In the last blog, we
looked at impression management and discussed it. In today's blog we discuss
some interesting things about the way we attribute the result of our actions
using the attribution theory.
The Attribution
theory explains how individuals pinpoint the cause of their own behavior and
that of others. This behavior of ours to have an attribution to the result is
natural. We are inherently curious and this is the source of our behavior of
this nature.
Pretty often, in an
interview we are asked to explain the cause of previous performance. In many
ways the reply to this question helps the interviewer assess what our nature is
with respect to attributing the outcome to.
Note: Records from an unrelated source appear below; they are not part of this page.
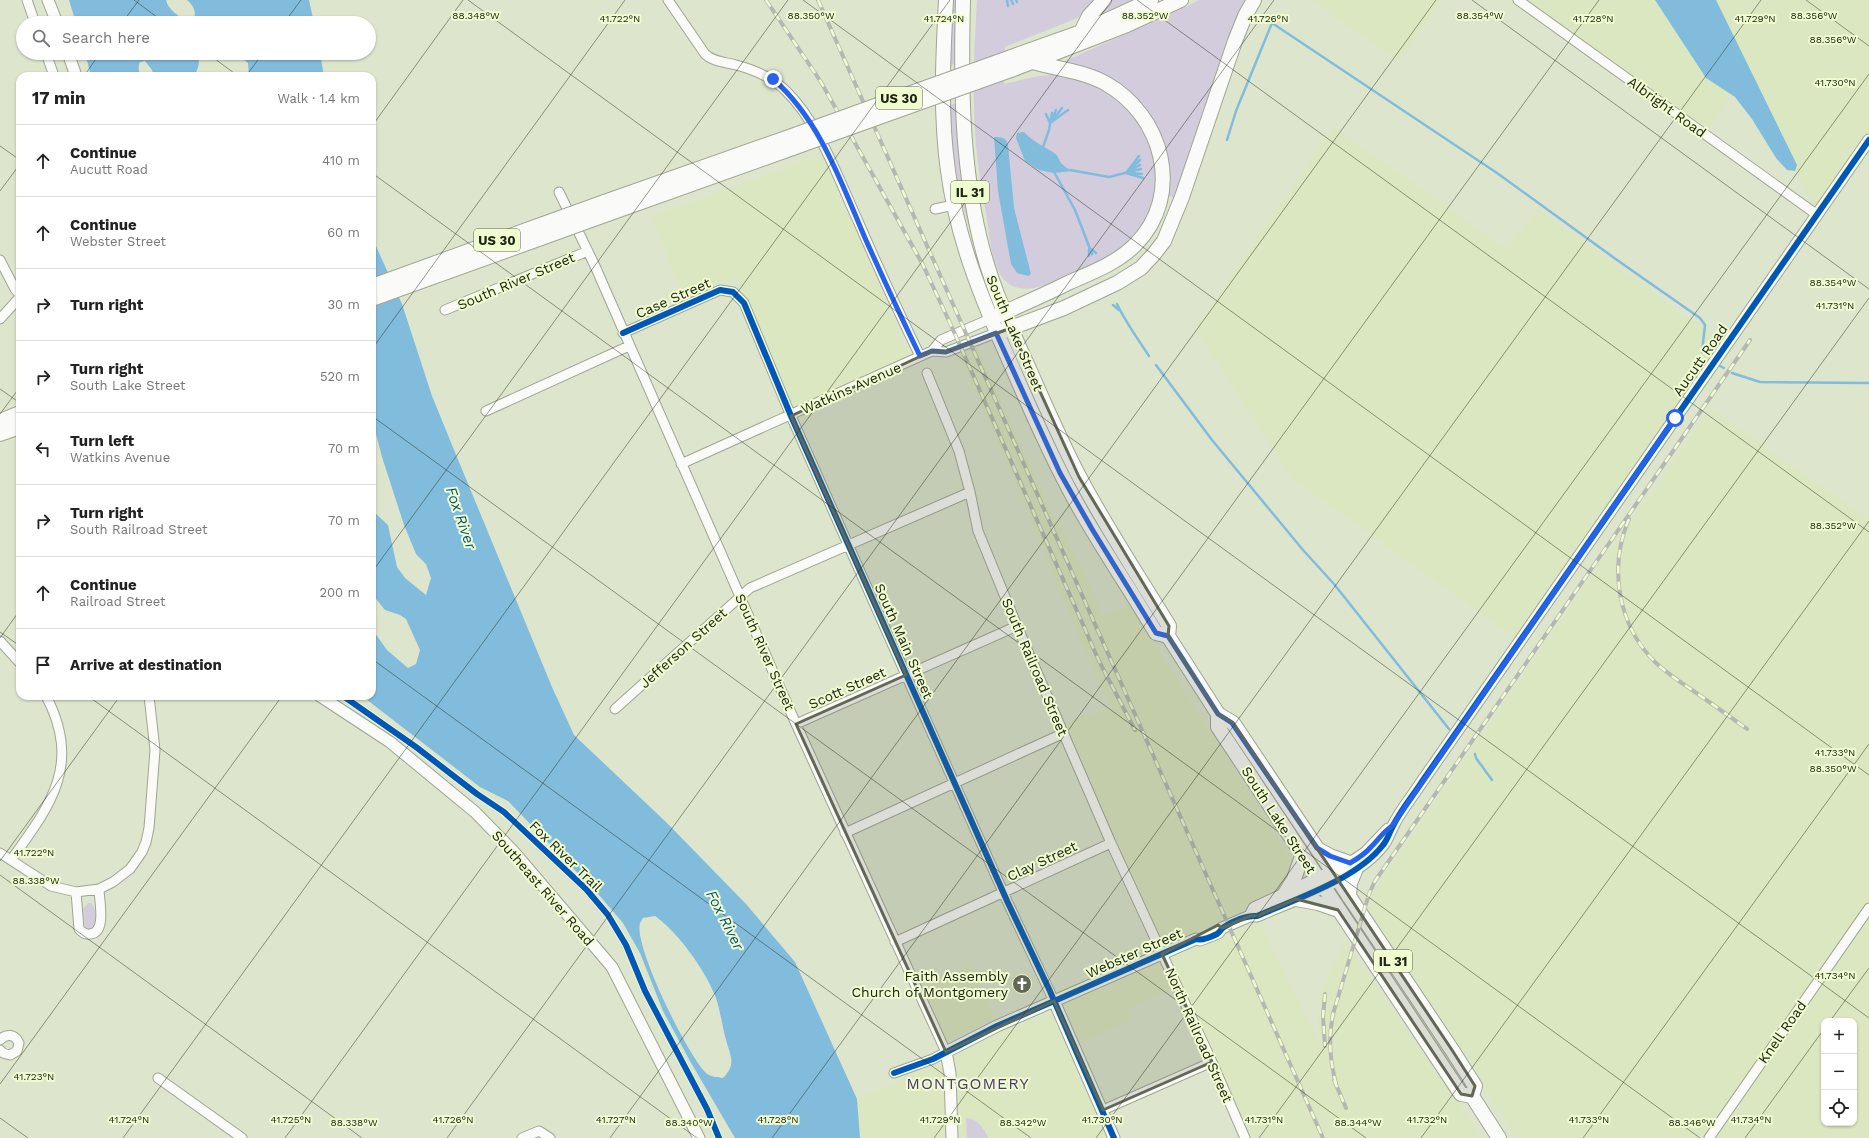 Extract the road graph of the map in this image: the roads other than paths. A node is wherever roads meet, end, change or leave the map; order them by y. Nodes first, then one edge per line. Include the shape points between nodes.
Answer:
1 (27, 0) edge
2 (48, 0) edge
3 (668, 0) edge
4 (946, 0) edge
5 (963, 0) edge
6 (1104, 0) edge
7 (1151, 0) edge
8 (1181, 0) edge
9 (1254, 0) edge
10 (1518, 0) edge
11 (33, 16) edge
12 (54, 16) edge
13 (1081, 32) junction
14 (48, 60) edge
15 (70, 60) edge
16 (1033, 62) junction
17 (1011, 64) junction
18 (53, 72) edge
19 (75, 72) edge
20 (1869, 140) edge
21 (559, 192) dead end
22 (954, 206) junction
23 (935, 209) dead end
24 (1816, 214) junction
25 (588, 251) junction
26 (0, 260) edge
27 (454, 263) junction
28 (376, 285) edge
29 (16, 290) edge
30 (733, 292) joint
31 (376, 298) edge
32 (16, 300) edge
33 (445, 310) dead end
34 (1005, 312) junction
35 (0, 318) edge
36 (990, 319) junction
37 (1011, 328) junction
38 (624, 333) junction
39 (996, 333) junction
40 (629, 346) junction
41 (932, 351) junction
42 (920, 356) junction
43 (927, 373) dead end
44 (486, 411) dead end
45 (16, 415) edge
46 (791, 416) junction
47 (0, 421) edge
48 (16, 428) edge
49 (0, 434) edge
50 (681, 464) junction
51 (970, 492) junction
52 (848, 545) junction
53 (740, 596) junction
54 (1017, 626) junction
55 (1168, 636) junction
56 (0, 641) edge
57 (4, 652) edge
58 (16, 660) edge
59 (906, 675) junction
60 (48, 700) edge
61 (149, 700) edge
62 (326, 700) edge
63 (615, 709) dead end
64 (1218, 714) junction
65 (796, 724) junction
66 (1064, 733) junction
67 (955, 784) junction
68 (1402, 812) joint
69 (845, 833) junction
70 (1111, 843) junction
71 (1317, 848) junction
72 (0, 853) edge
73 (1302, 856) junction
74 (12, 860) junction
75 (1352, 867) junction
76 (1335, 876) junction
77 (1320, 883) junction
78 (99, 889) junction
79 (76, 892) junction
80 (1003, 892) junction
81 (1290, 897) junction
82 (1349, 897) junction
83 (1869, 908) edge
84 (1338, 910) junction
85 (896, 942) junction
86 (1162, 954) junction
87 (1054, 1001) junction
88 (0, 1040) edge
89 (0, 1050) edge
90 (946, 1052) junction
91 (1212, 1062) junction
92 (894, 1073) dead end
93 (158, 1078) dead end
94 (1472, 1096) junction
95 (1103, 1110) junction
96 (242, 1138) edge
97 (522, 1138) edge
98 (550, 1138) edge
99 (699, 1138) edge
100 (952, 1138) edge
101 (1114, 1138) edge
102 (1244, 1138) edge
103 (1499, 1138) edge
104 (1709, 1138) edge

1 - 11 street
2 - 12 street
3 - 42 street via 710,59 736,65 773,79 788,92 807,117 829,155 886,286
4 - 22 main road, South Lake Street / IL 31 via 943,116
5 - 34 main road, South Lake Street / IL 31 via 963,117 970,188 985,261
6 - 13 main road via 1089,16
7 - 13 main road, US 30
8 - 16 main road, US 30 via 1127,25
9 - 37 main road via 1235,42 1182,197 1164,241 1150,259 1131,276 1064,308
10 - 24 street, Albright Road
13 - 17 main road, US 30
14 - 18 street
15 - 19 street
16 - 17 main road, US 30
16 - 34 main road via 1088,75 1107,84 1129,100 1146,120 1156,141 1162,168 1161,197 1148,229 1122,256
17 - 27 main road, US 30, bridge
20 - 24 street, Aucutt Road
21 - 25 street, South River Street
22 - 23 street
22 - 36 main road, South Lake Street / IL 31 via 968,260
24 - 68 street, Aucutt Road
25 - 33 street, South River Street
25 - 38 street, South River Street
26 - 29 street
27 - 28 main road, US 30
27 - 31 main road, US 30
30 - 38 street, Case Street via 720,290
30 - 46 street, South Main Street via 744,303
32 - 35 street
34 - 36 main road
34 - 37 main road, South Lake Street / IL 31
36 - 39 main road, South Lake Street / IL 31
36 - 41 street, Watkins Avenue via 941,340
37 - 39 main road
37 - 55 main road, South Lake Street / IL 31 via 1079,477 1169,626
38 - 40 street, South River Street
39 - 41 street, Watkins Avenue via 946,352
39 - 55 main road, South Lake Street / IL 31 via 1077,504 1156,633
40 - 44 street
40 - 50 street, South River Street
41 - 42 street, Watkins Avenue
42 - 46 street, Watkins Avenue
43 - 51 street, South Railroad Street via 959,451
45 - 47 main road
46 - 50 street, Watkins Avenue
46 - 52 street, South Main Street
48 - 49 main road
50 - 53 street, South River Street
51 - 52 street, Jefferson Street
51 - 54 street, South Railroad Street via 978,531
52 - 53 street, Jefferson Street via 750,588
52 - 59 street, South Main Street
53 - 63 street, Jefferson Street
53 - 65 street, South River Street
54 - 59 street, Scott Street
54 - 66 street, South Railroad Street
55 - 64 main road, South Lake Street / IL 31
56 - 57 street
57 - 58 street
59 - 65 street, Scott Street
59 - 67 street, South Main Street
60 - 74 street via 60,732 61,772 57,787 40,819
61 - 78 street via 155,750 146,842 130,869
62 - 99 street, Southeast River Road via 390,742 475,812 514,852 612,967
64 - 71 main road, South Lake Street / IL 31 via 1232,723
64 - 73 main road, South Lake Street / IL 31 via 1218,728
65 - 69 street, South River Street
66 - 67 street
66 - 70 street, South Railroad Street
67 - 69 street
67 - 80 street, South Main Street
68 - 75 street, Webster Street via 1392,826 1384,831
69 - 85 street, South River Street
70 - 80 street, Clay Street
70 - 86 street, South Railroad Street
71 - 75 main road
71 - 76 main road, South Lake Street / IL 31
72 - 74 street
73 - 77 main road, South Lake Street / IL 31
73 - 81 main road
74 - 79 street via 52,886
75 - 76 street, Webster Street
75 - 82 main road
76 - 77 street, Webster Street
76 - 82 main road, South Lake Street / IL 31
77 - 81 street, Webster Street
77 - 84 main road, South Lake Street / IL 31
78 - 79 street
78 - 79 street via 101,924 98,930 91,934 79,929
80 - 85 street, Clay Street
80 - 87 street, South Main Street
81 - 84 main road
81 - 86 street, Webster Street via 1257,916 1250,916 1222,928 1218,925 1198,934 1196,939
82 - 94 main road, South Lake Street / IL 31 via 1475,1086
83 - 104 street, Knell Road
84 - 94 main road, South Lake Street / IL 31 via 1461,1094
85 - 90 street, South River Street
86 - 87 street, Webster Street
86 - 91 street, North Railroad Street
87 - 90 street, Webster Street
87 - 95 street
88 - 89 street via 11,1035 19,1044 17,1051 10,1055
90 - 92 street, Webster Street
90 - 100 street via 950,1073
91 - 95 street
91 - 102 street, North Railroad Street
93 - 96 street
94 - 103 main road, South Lake Street / IL 31
95 - 101 street
97 - 98 street via 539,1132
Some might attribute it to an
external source others would to their internal source.
It’s a pretty common
experience after exam; when we ask a student after the exam how the test had
been, and why he/she thinks it happened that way, we begin to see replies like
these - "I topped the exam, since I had prepared well" or "The
paper was an easy one, and I think my luck was good too, so I topped it".
In the first reply,
we see that the person attributes the result to an internal cause - those which
are within his control. In the second one we see the attribution is to an
external source to things that are not within ones control.
Result has shown
that, achievement oriented individuals attribute their success to ability and
their failure to lack of effort, to internal causes. Failure oriented individuals
attribute their failures to lack of ability and they may develop feelings of
incompetency and in extreme cases even depression.